## TRY IT:
When the word "East" appears in a line of the data below, list that line.

──────── RAW DATA

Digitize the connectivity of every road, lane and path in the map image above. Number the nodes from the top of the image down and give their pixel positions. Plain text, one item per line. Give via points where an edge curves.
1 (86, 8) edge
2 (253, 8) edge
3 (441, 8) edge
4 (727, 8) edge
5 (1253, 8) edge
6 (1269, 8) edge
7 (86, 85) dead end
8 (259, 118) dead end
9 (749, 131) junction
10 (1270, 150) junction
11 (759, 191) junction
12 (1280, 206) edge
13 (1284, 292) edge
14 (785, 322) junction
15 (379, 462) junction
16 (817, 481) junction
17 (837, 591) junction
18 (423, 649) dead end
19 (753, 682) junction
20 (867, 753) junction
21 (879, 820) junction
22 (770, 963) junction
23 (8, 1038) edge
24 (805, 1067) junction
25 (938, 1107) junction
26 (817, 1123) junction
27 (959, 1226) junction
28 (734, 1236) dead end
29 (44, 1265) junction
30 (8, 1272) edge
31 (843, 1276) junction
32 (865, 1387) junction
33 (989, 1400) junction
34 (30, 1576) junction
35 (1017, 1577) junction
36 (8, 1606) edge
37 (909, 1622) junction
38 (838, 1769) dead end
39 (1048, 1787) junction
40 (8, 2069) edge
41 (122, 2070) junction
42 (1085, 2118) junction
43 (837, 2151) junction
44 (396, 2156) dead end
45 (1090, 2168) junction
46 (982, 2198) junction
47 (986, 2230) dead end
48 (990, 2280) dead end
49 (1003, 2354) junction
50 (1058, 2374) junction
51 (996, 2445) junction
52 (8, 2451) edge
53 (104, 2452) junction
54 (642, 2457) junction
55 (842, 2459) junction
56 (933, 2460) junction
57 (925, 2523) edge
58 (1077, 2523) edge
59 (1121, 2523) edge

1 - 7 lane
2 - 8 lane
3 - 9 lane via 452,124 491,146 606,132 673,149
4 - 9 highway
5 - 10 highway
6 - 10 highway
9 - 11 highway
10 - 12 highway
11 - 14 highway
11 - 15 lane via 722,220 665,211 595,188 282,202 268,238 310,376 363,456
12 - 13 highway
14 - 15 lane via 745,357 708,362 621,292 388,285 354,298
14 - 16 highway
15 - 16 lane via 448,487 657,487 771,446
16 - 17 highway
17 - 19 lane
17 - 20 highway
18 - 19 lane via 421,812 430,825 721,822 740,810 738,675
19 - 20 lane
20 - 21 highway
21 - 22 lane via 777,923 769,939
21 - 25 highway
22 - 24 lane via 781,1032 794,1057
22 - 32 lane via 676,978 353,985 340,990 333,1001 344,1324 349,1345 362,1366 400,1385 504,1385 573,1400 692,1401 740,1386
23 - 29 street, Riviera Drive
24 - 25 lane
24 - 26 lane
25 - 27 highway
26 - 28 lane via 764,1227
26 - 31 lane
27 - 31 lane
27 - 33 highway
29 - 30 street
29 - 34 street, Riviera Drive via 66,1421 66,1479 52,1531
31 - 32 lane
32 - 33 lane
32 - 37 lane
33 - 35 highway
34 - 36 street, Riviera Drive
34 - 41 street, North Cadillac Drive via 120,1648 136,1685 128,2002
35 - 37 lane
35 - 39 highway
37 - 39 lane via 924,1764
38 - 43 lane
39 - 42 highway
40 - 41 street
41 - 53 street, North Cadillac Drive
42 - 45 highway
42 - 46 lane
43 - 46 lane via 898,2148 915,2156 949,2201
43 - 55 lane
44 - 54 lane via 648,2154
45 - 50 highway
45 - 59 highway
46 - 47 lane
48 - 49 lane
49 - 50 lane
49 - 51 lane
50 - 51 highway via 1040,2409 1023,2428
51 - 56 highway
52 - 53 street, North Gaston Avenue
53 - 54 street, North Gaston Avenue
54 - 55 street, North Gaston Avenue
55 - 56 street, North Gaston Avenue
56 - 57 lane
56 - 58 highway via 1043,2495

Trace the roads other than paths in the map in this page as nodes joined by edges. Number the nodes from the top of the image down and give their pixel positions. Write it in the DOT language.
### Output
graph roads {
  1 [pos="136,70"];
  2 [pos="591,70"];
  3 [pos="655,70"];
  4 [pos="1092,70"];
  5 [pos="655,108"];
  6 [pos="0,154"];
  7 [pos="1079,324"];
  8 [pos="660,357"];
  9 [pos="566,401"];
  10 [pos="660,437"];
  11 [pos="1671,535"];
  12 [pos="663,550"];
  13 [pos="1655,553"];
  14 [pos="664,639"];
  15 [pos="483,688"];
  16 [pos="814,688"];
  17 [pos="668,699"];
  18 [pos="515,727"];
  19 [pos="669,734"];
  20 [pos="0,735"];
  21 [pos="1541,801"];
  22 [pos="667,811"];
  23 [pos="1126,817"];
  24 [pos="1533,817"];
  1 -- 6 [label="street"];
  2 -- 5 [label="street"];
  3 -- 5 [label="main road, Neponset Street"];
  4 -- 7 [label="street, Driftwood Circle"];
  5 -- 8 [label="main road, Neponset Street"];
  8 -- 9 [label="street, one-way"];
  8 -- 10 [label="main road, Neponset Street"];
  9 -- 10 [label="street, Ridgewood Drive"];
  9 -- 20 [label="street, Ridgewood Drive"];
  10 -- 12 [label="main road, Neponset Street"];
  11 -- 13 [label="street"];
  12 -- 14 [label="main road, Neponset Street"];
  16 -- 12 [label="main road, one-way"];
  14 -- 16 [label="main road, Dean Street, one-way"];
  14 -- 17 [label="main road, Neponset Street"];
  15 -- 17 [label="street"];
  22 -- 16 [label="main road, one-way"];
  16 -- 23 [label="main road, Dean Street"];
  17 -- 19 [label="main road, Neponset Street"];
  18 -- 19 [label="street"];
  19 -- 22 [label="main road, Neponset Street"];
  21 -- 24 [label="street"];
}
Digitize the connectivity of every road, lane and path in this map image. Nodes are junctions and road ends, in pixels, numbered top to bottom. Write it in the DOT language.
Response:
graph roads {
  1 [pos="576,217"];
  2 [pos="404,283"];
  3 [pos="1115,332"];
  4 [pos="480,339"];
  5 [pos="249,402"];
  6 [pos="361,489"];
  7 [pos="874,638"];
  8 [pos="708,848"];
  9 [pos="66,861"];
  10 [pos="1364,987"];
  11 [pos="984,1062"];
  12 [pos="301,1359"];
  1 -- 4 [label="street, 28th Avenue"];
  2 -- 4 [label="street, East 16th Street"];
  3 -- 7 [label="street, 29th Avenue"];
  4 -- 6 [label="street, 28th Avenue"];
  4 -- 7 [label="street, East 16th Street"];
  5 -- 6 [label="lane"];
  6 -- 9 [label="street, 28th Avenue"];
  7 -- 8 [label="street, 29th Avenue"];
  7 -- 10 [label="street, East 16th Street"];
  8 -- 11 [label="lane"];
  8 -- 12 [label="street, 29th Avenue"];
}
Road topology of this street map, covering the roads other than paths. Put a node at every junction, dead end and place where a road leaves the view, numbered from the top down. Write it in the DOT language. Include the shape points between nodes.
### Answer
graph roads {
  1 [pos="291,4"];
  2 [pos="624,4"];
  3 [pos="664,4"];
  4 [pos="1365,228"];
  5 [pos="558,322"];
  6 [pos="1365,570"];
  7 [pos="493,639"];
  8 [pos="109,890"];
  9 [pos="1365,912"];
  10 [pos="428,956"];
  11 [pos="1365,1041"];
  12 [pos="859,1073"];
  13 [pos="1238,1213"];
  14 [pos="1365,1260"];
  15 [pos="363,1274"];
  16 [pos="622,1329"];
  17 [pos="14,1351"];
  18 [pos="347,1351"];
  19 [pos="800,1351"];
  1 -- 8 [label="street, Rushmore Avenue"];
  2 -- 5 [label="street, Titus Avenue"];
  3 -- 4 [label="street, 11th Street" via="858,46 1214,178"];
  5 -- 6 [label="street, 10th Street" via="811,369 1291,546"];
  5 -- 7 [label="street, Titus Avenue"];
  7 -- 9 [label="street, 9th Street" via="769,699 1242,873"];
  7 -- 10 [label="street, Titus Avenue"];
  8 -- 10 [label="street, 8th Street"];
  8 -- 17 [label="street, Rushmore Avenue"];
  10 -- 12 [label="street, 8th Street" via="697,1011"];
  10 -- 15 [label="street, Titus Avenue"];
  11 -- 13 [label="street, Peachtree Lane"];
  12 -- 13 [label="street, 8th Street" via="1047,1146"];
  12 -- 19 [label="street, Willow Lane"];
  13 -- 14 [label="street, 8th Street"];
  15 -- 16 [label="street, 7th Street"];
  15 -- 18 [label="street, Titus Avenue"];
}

────────────────

## WRITTEN ANSWER:
  2 -- 4 [label="street, East 16th Street"];
  4 -- 7 [label="street, East 16th Street"];
  7 -- 10 [label="street, East 16th Street"];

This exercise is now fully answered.